Quimper : annulation du licenciement du salarié de la fondation Massé-Trévidy accusé d'attouchements

La cour d'appel administrative de Nantes / © Presspepper
La cour d'appel administrative de Nantes / © Presspepper

La cour administrative d'appel de Nantes a annulé le licenciement d'un salarié de la fondation Massé-Trévidy, basée à Quimper, qui avait été accusé d'attouchements sexuels sur une pensionnaire mineure.

Par SG avec GF/(PressPepper)

La fondation - qui gère plusieurs structures à caractère socio-médical (foyers de jeunes travailleurs, lycée horticole de Plomelin, institut médico-éducatif...) dans le département - reprochait aussi à Jean-Pierre Morell d'avoir entretenu des contacts physiques inappropriés" avec d'autres mineurs.

La structure et la mère de la jeune pensionnaire avaient d'ailleurs déposé des plainte auprès du procureur de la République de Quimper, mais celui-ci les avait classées sans suites en raison d'une "caractérisation insuffisante" des infractions. Or cette décision "n'a été contestée ni suivie d'une plainte avec constitution de partie civile", relève la cour.

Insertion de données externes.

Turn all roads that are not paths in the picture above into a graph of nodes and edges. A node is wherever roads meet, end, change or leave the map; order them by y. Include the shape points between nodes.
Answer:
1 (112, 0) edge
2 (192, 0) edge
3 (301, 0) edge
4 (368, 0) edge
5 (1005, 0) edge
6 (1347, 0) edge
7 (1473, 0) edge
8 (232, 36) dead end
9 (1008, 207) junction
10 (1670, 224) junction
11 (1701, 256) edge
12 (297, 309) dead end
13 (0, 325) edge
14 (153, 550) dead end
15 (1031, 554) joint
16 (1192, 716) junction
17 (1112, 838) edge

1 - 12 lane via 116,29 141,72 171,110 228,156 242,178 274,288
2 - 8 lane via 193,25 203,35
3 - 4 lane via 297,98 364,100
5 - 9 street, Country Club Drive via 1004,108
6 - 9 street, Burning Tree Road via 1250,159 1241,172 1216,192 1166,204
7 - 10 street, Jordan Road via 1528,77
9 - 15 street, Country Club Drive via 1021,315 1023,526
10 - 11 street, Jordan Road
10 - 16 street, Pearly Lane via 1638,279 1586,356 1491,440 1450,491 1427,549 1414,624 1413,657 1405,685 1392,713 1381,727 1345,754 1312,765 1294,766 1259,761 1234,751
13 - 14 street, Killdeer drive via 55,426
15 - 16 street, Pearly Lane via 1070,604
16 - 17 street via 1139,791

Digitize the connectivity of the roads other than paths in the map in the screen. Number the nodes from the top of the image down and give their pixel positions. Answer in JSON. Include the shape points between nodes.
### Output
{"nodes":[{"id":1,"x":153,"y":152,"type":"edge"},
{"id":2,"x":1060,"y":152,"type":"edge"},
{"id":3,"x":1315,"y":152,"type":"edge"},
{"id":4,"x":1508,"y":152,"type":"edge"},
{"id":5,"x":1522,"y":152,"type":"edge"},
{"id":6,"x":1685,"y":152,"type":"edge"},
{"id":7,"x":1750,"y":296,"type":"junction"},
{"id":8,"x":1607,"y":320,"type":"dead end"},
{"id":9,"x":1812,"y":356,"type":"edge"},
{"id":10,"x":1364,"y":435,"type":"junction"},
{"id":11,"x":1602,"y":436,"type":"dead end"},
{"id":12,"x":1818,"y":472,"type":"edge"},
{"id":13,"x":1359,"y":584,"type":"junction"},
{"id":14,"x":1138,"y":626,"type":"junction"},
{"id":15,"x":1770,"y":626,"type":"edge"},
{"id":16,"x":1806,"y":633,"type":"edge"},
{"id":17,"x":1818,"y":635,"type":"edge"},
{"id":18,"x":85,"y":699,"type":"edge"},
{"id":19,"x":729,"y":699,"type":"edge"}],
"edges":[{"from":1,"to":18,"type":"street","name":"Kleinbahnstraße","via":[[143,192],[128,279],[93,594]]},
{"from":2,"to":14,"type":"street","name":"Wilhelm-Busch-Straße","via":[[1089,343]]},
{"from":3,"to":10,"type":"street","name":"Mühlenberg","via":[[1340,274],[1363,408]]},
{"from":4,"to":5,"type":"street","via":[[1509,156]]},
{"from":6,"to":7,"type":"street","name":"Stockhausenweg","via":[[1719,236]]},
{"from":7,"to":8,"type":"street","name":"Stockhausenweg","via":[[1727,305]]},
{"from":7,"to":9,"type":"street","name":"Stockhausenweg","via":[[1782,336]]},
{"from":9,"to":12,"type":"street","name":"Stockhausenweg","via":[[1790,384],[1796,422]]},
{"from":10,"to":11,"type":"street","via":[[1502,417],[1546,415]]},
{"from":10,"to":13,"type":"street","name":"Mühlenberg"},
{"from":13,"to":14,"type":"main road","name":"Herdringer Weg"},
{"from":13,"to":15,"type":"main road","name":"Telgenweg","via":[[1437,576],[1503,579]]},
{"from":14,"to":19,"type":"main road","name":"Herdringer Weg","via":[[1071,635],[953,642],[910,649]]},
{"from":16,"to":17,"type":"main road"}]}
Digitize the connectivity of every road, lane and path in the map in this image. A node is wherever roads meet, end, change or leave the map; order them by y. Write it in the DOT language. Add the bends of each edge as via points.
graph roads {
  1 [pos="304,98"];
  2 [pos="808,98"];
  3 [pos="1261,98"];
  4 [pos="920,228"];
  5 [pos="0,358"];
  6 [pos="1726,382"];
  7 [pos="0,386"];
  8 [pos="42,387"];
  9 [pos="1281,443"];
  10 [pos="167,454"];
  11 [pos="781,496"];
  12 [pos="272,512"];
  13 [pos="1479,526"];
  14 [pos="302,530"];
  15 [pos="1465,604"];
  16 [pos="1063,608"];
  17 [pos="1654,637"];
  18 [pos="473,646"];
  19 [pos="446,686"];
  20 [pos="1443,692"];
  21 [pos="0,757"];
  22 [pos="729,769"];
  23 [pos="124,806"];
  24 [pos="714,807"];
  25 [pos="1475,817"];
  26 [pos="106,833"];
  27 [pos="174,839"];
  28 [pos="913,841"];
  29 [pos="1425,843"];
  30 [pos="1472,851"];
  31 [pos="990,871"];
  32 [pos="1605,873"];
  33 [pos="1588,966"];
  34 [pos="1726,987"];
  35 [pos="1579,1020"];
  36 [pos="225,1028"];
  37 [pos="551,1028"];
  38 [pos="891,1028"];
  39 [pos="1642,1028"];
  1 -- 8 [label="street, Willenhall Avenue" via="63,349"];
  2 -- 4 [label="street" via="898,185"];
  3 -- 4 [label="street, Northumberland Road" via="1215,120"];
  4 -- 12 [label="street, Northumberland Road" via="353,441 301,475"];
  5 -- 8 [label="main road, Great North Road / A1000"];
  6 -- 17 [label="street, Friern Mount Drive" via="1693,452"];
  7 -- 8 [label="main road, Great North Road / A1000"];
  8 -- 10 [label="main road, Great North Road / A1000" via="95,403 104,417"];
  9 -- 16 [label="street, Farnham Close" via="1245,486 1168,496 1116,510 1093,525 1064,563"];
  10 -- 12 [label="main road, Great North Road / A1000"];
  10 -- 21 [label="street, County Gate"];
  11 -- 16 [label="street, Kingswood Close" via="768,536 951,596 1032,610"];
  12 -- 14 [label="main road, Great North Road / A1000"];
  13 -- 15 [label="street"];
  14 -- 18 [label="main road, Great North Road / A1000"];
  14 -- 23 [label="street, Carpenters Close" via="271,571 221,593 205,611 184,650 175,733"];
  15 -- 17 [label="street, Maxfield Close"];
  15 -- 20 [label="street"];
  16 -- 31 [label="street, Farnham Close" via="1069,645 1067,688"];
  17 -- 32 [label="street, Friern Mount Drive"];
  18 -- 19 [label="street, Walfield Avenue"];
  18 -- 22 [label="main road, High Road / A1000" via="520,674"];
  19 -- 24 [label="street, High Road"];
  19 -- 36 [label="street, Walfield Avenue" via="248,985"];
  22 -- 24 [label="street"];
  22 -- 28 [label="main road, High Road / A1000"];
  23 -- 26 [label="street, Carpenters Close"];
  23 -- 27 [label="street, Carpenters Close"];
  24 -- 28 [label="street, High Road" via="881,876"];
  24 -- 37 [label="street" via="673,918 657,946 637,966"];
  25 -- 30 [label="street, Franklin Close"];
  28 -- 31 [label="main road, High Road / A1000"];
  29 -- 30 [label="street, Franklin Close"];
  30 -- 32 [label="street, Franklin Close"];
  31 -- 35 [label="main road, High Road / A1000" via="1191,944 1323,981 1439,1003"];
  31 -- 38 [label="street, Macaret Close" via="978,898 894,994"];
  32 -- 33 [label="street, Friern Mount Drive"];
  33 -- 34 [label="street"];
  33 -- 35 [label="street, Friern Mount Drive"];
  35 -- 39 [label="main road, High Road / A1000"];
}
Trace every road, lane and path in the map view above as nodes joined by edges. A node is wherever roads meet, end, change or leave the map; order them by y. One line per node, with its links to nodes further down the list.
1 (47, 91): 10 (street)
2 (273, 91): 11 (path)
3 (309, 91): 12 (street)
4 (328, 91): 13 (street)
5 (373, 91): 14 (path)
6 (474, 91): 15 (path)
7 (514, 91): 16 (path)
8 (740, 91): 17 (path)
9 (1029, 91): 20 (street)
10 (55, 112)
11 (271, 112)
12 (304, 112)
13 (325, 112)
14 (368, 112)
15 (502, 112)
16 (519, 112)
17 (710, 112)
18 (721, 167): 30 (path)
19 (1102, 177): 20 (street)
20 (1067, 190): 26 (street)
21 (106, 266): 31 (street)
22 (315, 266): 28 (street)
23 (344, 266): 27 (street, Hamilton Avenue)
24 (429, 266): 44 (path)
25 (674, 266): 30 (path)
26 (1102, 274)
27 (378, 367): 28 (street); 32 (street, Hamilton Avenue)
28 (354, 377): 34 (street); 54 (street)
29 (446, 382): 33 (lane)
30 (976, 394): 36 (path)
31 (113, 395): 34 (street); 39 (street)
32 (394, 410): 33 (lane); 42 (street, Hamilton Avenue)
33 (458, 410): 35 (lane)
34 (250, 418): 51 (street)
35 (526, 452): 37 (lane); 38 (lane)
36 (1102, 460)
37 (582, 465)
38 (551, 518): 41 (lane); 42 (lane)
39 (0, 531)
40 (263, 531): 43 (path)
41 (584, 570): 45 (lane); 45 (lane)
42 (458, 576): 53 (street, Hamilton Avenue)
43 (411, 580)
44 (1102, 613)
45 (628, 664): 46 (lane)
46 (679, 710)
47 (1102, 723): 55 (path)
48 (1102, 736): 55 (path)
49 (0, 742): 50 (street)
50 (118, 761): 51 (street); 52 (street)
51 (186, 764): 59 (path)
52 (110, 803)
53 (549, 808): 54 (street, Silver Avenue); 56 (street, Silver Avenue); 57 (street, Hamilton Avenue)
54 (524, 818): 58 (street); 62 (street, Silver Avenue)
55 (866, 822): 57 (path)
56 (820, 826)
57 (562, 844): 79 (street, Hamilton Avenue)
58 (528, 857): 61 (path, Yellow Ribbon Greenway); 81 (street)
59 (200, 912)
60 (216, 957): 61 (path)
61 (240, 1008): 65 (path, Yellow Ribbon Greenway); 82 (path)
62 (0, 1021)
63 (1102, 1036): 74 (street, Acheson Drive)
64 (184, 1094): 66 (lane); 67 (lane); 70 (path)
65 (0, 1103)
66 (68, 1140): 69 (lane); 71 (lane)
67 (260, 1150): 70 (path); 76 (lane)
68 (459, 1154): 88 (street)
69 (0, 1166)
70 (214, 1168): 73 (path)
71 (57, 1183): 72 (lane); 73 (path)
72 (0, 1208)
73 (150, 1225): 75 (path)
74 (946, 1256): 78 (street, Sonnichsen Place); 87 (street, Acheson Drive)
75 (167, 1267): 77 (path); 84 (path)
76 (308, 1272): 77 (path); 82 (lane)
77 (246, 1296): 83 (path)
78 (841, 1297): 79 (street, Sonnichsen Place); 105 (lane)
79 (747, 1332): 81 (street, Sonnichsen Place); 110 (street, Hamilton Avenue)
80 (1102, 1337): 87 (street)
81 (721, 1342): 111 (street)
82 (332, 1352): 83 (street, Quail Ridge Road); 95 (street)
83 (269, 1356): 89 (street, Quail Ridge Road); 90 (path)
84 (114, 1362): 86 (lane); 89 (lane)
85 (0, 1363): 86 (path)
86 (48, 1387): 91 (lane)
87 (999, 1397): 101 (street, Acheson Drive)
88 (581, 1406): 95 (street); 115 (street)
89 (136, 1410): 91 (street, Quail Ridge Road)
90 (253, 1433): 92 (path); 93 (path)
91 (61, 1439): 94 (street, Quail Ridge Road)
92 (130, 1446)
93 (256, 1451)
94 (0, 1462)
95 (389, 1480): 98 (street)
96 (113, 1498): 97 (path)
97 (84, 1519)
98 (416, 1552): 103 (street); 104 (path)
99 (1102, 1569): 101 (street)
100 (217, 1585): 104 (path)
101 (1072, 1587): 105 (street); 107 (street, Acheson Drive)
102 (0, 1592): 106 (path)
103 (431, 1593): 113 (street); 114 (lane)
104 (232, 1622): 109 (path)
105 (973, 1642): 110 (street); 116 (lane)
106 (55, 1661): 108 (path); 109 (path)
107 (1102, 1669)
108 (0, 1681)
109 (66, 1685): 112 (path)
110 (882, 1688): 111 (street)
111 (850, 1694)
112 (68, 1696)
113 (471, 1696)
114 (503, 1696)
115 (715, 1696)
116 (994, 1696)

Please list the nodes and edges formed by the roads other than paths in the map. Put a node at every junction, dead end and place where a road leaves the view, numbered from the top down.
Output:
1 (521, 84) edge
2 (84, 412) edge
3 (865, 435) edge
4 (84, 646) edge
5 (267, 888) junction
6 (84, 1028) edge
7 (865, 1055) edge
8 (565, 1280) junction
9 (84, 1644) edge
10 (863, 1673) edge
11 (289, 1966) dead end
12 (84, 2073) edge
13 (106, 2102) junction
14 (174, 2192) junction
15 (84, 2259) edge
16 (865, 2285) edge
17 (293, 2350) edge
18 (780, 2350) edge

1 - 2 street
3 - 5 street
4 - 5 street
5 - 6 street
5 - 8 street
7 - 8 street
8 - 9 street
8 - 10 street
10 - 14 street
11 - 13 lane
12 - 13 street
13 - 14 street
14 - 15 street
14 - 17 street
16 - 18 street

"Le seul comportement délictueux reproché à M. Morell se fonde sur les seules déclarations de la jeune pensionnaire, jugées non crédibles par l'expertise psychologique diligentée par le procureur", constatent donc les juges nantais. "Ces déclarations ne sont pas étayées par d'autres témoignages."

des propos trop familiers


Les attestations produites par le personnel de la fondation et par d'autres pensionnaires "ne font que reprendre les propos de la jeune fille ou évoquer des impressions subjectives" sur le comportement du requérant, ajoute la cour. "S'il a pu être reproché à M. Morell antérieurement (...) de tenir des propos trop familiers avec les mineurs vulnérables confiés à la fondation (...), les propos dont il est fait état - s'ils dénotent effectivement une familiarité mal venue (...) - ne révèlent cependant pas l'existence d'un comportement de nature à mettre en danger ces mineurs", tranchent les juges.

Ils ne trouvent rien à redire, non plus, sur le service de surveillance nocturne qu'exerçait Jean-Pierre Morell sur son lieu de travail. "Rien n'indique au dossier qu'il aurait été effectué au-delà de ce qui était nécessaire", considère la cour administrative d'appel de Nantes. "La lecture des commentaires (...) sur les réseaux sociaux ne révèle pas non plus un tel comportement inapproprié, rien n'indiquant qu'ils aient été destinés à être lus par les pensionnaires."

La fondation Massé-Trévidy a désormais jusqu'au 26 juin pour introduire un recours devant le Conseil d'Etat. Si la plus haute juridiction administrative française rejetait son pourvoi, son ancien salarié serait en droit de déposer une nouvelle requête pour être indemnisé des conséquences financières de ce licenciement illégal.

En première instance, en novembre 2016, Jean-Pierre Morell avait été désavoué par le tribunal administratif de Rennes.